I wish you would let me cook for you

Then he called his disciples and said to them, "Truly I tell you, this poor widow has put in more than all those who are contributing to the treasury.

Mark 12:38-44

November 5, 2021, Words By: Jenna Smith, Image By: Unknown

Made Flesh

“I wish you would let me cook for you.” 

These were the words of a neighbour of ours, a widow and mother of 5 children. She had lost her husband about a month before the pandemic exploded in Montreal. We connected through the food bank at the ministry I directed, the only activity we were allowed to run in person. 

I looked forward to our chats whenever she would come to pick up her fruit and veggie basket; it was some of the only contact either one of us had in those early days of lockdown that wasn’t restricted to zoom. We stood on opposite sides of the table, I the director and the giver, and she the widow, the impoverished. 

Her lament on not being able to come in and cook with us, another restriction due to the pandemic, hurt on many levels. When she wasn’t allowed to give back, her sense of agency, her giftedness and her wholeness were diminished; she had been put in a position of scarcity.

As soon as we possibly could, we opened our kitchen again at the food bank, so that our neighbours could once more cook as equal members of the community. 

One day, a member of the food bank provided a lunch of vegetable curry for the entire staff, made from the contents of his food basket, and spiced with fresh pepper that his mom had sent him from India. We salivated over this home-cooked meal, enjoying a rare moment of respite in those early, awful days of covid-lockdown. One of my colleagues nearly cried as she expressed her thanks for this act of care and generosity. 

We gave, they received. Then they gave and we received. Those who appeared to be in places of scarcity showed up in abundance. 

Through whose eyes do you see what is right in front of you?
In this week’s gospel passage, Jesus offers a new way of seeing both abundance and scarcity, in such a way that we, the audience, are invited to flip our preconceived notions of poverty, wealth, status and generosity on their heads. 

How do we define abundance? How do we perceive scarcity?
In the first image, Jesus describes the scribes in classic terms of wealth and power. They have ornate clothes. They are greeted with distinction. They have places of honour at banquets. Everything points to a widely understood message: they have much.

This is contrasted with a second image: that of the widow. She gives a tiny offering at the temple because of another widely understood message: she has little. 

On one end, a portrait of abundance. On the other, scarcity. And yet, Jesus invites the reader to see it otherwise. While society applauds and rewards these outward signs of opulence and status, Jesus looks at the scribes’ hearts and sees rivalry, characterizing these people of so-called importance in downright grotesque terms: “they devour widows’ houses.” 

The widow, much like our neighbours did at the food bank, exercises a surprising act of agency and wholeness  She gave “everything.”
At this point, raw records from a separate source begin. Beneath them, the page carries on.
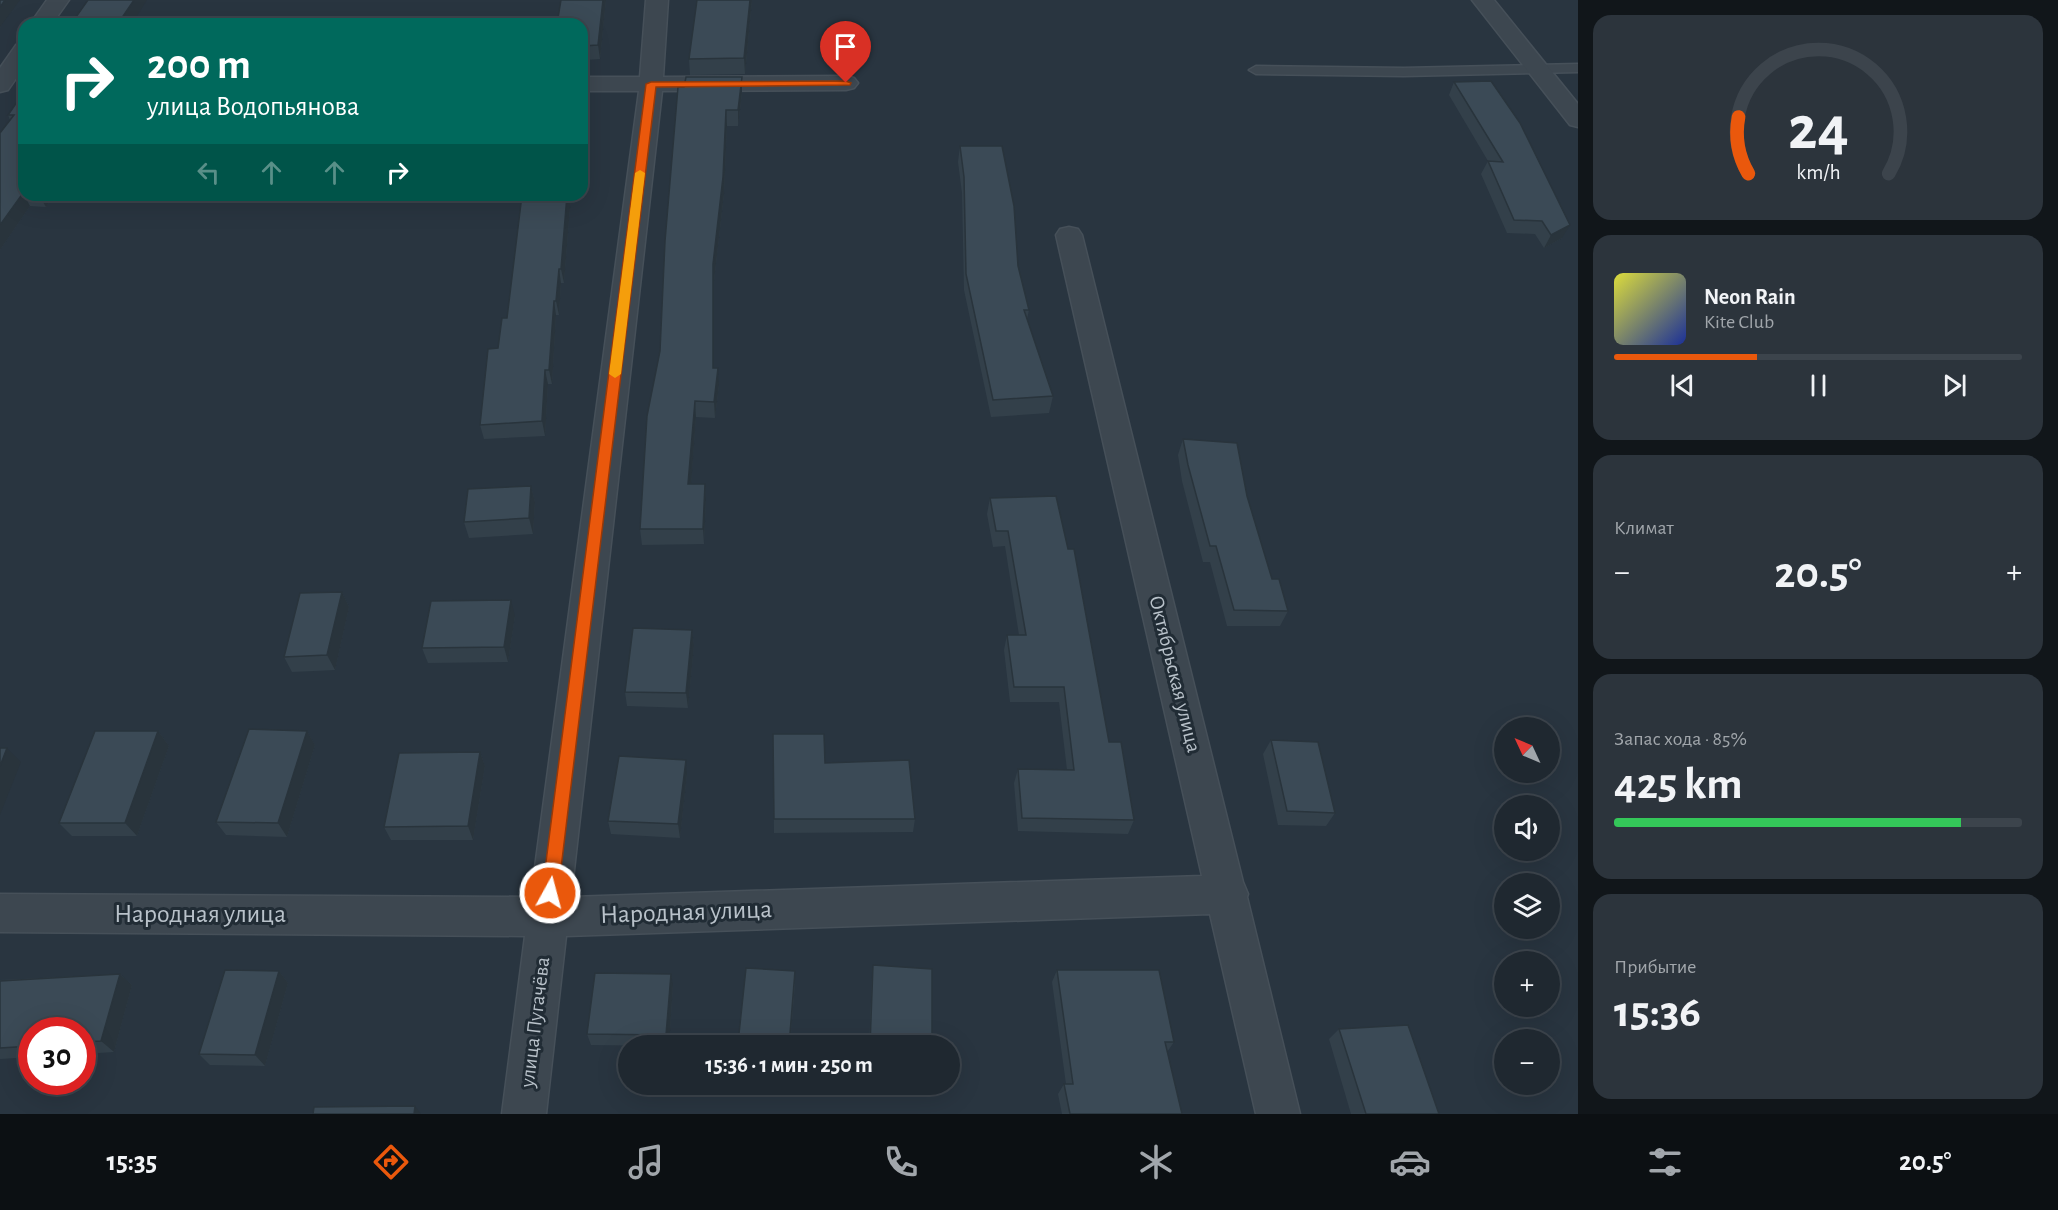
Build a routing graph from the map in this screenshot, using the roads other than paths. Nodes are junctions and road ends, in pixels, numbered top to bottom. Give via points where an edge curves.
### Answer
1 (58, 0) edge
2 (657, 0) edge
3 (1483, 0) edge
4 (45, 18) edge
5 (18, 61) edge
6 (1578, 68) edge
7 (1536, 69) junction
8 (1256, 70) dead end
9 (7, 81) edge
10 (846, 83) dead end
11 (588, 84) edge
12 (651, 84) junction
13 (1578, 120) edge
14 (1069, 235) dead end
15 (1228, 894) junction
16 (0, 913) edge
17 (547, 917) junction
18 (524, 1114) edge
19 (1278, 1114) edge

1 - 4 street
2 - 12 street, улица Пугачёва
3 - 7 street
5 - 9 street
6 - 7 lane
7 - 8 lane
7 - 13 street
10 - 12 street
11 - 12 street
12 - 17 street, улица Пугачёва
14 - 15 street, Октябрьская улица
15 - 17 street, Народная улица
15 - 19 street, Октябрьская улица
16 - 17 street, Народная улица
17 - 18 street, улица Пугачёва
This story contrasts a mindset of abundance and one of scarcity, presents a scathing image of economic disparity, a critique of power, and a reflection on what true generosity looks like. These are all invaluable lessons.

But it is also an invitation to see differently. And that matters because we act in accordance with the world we see.

Jesus sees the widow for who she really is: a person of abundance. And he acts accordingly. How do we see the Other? 

Dwelling Among Us

How are we being invited to see people or situations with fresh eyes? 

In your context, are there actions or systems that are removing agency or wholeness from those who we perceive as living in scarcity?